Items from a data source:
□ □ □ □ □
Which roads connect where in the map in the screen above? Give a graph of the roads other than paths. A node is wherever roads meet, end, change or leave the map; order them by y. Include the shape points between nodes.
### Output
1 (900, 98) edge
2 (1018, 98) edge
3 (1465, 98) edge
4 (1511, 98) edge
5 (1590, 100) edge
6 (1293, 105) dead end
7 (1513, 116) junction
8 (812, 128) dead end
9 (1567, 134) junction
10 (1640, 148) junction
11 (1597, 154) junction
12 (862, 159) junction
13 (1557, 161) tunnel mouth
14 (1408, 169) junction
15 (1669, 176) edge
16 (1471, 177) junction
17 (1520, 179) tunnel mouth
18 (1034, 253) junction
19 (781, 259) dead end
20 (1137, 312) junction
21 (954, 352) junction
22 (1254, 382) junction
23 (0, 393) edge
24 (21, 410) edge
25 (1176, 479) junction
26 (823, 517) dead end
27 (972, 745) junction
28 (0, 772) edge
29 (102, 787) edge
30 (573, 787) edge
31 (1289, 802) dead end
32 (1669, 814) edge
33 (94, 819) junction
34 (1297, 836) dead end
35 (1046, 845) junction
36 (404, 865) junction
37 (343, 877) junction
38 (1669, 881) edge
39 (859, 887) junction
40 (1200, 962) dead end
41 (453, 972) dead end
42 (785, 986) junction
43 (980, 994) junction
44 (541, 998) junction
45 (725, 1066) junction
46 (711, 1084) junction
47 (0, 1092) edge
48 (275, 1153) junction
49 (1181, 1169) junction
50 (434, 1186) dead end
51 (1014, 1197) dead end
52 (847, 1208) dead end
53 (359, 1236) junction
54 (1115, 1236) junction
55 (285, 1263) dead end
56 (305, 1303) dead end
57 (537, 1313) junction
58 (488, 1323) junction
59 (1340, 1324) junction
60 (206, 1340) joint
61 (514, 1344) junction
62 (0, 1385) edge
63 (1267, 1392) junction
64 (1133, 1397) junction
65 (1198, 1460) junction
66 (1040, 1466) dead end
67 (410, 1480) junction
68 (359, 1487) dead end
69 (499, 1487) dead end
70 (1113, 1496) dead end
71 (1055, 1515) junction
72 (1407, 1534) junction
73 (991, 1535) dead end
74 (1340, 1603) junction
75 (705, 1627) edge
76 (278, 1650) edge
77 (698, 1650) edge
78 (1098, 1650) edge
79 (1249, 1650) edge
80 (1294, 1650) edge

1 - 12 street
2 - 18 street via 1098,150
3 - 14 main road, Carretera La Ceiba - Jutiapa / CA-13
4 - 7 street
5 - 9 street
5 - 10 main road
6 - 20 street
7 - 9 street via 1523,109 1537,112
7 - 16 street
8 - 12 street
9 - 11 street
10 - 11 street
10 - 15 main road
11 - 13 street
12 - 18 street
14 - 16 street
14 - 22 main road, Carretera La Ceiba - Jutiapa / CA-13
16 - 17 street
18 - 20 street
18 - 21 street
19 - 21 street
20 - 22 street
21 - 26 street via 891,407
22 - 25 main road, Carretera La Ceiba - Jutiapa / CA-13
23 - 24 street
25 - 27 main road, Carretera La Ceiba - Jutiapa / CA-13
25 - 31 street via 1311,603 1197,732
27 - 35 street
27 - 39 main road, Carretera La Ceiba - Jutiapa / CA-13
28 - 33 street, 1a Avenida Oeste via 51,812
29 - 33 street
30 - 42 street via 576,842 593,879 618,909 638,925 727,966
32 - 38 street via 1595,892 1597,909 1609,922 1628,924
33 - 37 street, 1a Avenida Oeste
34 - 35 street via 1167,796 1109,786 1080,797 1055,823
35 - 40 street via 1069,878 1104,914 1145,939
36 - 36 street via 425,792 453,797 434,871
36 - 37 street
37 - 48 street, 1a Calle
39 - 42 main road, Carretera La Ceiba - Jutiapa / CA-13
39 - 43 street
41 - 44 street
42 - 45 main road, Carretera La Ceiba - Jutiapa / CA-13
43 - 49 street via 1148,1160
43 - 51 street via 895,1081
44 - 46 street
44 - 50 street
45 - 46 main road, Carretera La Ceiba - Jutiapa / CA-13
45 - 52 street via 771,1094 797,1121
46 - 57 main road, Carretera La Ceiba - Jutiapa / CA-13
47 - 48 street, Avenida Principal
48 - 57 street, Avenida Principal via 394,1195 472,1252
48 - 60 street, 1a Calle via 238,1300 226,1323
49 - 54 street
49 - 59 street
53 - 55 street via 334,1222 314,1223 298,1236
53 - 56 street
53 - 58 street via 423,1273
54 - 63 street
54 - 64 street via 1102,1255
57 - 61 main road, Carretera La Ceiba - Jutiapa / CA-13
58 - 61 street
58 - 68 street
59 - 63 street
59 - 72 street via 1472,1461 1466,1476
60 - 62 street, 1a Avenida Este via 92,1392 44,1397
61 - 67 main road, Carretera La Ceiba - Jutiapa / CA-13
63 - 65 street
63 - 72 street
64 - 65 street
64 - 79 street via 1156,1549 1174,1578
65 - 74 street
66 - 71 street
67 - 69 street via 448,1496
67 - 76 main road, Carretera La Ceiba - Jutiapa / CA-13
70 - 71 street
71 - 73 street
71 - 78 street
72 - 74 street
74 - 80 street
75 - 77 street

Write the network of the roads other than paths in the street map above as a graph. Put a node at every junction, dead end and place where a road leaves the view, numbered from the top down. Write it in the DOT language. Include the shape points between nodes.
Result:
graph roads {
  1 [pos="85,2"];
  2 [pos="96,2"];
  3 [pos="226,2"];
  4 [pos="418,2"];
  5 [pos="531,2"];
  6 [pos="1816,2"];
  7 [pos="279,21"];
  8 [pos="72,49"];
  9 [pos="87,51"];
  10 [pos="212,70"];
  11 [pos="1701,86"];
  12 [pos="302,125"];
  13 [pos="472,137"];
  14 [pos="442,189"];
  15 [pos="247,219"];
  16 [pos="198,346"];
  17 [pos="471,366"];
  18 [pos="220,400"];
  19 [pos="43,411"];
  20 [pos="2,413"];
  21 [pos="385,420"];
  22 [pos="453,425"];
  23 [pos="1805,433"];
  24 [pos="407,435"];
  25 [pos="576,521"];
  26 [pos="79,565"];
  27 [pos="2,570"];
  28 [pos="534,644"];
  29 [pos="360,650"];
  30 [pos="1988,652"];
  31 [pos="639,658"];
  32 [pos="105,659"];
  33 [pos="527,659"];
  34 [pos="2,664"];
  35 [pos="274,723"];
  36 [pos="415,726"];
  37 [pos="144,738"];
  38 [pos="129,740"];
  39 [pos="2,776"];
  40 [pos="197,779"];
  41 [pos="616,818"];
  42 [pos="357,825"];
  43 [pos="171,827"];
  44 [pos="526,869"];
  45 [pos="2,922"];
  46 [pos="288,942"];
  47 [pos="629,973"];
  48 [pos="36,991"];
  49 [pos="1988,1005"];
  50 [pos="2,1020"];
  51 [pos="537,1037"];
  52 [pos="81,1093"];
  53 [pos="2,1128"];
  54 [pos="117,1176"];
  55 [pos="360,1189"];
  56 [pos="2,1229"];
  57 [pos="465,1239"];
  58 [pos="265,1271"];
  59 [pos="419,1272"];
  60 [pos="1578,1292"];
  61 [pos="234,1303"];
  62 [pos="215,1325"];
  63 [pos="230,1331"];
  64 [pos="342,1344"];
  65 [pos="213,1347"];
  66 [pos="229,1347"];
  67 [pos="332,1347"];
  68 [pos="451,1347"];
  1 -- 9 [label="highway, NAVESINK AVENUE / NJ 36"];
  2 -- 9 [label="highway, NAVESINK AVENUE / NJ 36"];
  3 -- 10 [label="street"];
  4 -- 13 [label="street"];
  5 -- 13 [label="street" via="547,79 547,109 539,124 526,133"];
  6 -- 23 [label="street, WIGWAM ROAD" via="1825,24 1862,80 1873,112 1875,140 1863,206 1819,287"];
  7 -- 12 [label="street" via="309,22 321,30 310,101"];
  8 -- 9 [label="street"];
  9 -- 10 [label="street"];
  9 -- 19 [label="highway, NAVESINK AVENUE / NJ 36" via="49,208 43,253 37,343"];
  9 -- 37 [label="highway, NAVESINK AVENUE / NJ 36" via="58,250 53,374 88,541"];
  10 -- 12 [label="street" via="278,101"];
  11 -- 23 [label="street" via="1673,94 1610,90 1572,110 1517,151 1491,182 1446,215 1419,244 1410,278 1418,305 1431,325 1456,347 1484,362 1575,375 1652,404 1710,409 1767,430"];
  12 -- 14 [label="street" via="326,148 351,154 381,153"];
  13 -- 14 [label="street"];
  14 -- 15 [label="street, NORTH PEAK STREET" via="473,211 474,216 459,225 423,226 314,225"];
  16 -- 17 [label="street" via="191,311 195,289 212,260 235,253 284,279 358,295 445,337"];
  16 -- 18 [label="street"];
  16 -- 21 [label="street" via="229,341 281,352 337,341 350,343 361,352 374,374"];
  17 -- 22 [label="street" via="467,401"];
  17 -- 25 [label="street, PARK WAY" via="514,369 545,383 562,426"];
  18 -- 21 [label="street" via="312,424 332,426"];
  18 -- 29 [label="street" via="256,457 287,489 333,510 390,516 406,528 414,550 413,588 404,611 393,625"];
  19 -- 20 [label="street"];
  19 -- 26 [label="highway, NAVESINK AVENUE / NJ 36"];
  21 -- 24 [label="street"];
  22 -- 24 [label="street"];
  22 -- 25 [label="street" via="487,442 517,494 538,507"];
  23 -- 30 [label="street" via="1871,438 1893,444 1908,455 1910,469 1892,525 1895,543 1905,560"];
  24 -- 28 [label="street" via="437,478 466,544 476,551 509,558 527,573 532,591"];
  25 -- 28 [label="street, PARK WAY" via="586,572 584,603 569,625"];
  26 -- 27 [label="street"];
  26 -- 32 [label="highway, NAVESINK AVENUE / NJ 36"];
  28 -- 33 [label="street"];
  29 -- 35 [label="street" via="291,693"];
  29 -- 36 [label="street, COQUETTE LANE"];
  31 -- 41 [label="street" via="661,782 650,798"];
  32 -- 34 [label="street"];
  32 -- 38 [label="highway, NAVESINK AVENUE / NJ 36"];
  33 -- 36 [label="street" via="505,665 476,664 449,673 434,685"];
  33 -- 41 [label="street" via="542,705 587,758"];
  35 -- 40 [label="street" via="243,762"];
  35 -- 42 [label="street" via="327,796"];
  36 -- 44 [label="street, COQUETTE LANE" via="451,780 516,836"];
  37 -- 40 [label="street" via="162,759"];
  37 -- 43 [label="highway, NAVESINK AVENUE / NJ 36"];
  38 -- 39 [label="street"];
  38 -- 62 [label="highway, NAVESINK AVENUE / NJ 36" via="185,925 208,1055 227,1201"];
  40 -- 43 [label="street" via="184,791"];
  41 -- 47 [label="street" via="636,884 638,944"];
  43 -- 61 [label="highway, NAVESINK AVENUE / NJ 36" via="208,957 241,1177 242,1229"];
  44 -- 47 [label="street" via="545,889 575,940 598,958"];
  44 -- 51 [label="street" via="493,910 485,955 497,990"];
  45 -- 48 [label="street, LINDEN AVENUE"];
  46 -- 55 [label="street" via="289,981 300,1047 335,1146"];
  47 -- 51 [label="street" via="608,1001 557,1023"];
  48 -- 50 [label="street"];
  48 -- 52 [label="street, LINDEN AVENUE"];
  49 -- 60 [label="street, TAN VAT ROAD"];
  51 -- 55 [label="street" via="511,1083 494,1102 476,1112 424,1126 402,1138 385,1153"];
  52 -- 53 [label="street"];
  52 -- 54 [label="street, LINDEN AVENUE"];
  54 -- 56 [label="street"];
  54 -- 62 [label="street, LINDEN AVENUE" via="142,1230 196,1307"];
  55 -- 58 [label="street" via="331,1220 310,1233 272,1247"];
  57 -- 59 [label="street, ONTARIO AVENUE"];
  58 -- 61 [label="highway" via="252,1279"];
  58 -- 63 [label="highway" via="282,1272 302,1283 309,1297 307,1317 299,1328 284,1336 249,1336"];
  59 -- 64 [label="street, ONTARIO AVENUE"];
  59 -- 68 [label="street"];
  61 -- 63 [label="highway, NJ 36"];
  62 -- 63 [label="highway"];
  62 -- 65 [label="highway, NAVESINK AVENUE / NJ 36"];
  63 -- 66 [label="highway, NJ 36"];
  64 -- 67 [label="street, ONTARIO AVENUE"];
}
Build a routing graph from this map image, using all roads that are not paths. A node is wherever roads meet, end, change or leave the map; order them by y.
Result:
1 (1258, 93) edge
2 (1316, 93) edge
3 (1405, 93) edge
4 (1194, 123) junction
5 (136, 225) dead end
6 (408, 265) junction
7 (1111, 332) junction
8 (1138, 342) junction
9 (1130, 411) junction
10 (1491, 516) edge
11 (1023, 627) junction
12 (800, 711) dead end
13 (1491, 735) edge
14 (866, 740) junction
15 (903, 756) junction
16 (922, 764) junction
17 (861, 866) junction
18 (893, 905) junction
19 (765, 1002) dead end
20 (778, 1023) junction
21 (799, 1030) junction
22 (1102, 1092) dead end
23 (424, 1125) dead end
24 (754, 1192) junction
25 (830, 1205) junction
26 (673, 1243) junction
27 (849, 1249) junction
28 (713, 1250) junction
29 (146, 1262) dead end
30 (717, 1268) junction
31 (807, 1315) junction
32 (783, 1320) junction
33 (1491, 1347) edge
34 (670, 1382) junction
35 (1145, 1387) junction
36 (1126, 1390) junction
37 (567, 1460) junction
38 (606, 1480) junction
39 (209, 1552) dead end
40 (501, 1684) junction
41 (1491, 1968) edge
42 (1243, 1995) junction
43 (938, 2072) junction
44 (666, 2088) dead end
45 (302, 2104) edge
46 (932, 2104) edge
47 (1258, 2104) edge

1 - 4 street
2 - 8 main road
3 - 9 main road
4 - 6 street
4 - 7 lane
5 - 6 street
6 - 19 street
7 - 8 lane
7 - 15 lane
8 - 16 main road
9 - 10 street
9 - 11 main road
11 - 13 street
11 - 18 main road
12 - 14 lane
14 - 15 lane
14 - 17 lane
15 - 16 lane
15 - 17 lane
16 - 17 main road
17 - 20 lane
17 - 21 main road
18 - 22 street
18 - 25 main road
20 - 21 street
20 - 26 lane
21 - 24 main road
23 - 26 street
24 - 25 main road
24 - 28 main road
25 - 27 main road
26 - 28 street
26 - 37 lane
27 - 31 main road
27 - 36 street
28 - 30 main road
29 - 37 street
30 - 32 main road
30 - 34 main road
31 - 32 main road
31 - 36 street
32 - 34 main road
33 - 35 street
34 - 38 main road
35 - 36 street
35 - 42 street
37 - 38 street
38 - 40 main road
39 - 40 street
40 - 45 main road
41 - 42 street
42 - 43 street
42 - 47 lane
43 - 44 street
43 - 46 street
□ □ □ □ □
Task goal:
Every line above that holds the string "COQUETTE" should be returned.

Task result:
  29 -- 36 [label="street, COQUETTE LANE"];
  36 -- 44 [label="street, COQUETTE LANE" via="451,780 516,836"];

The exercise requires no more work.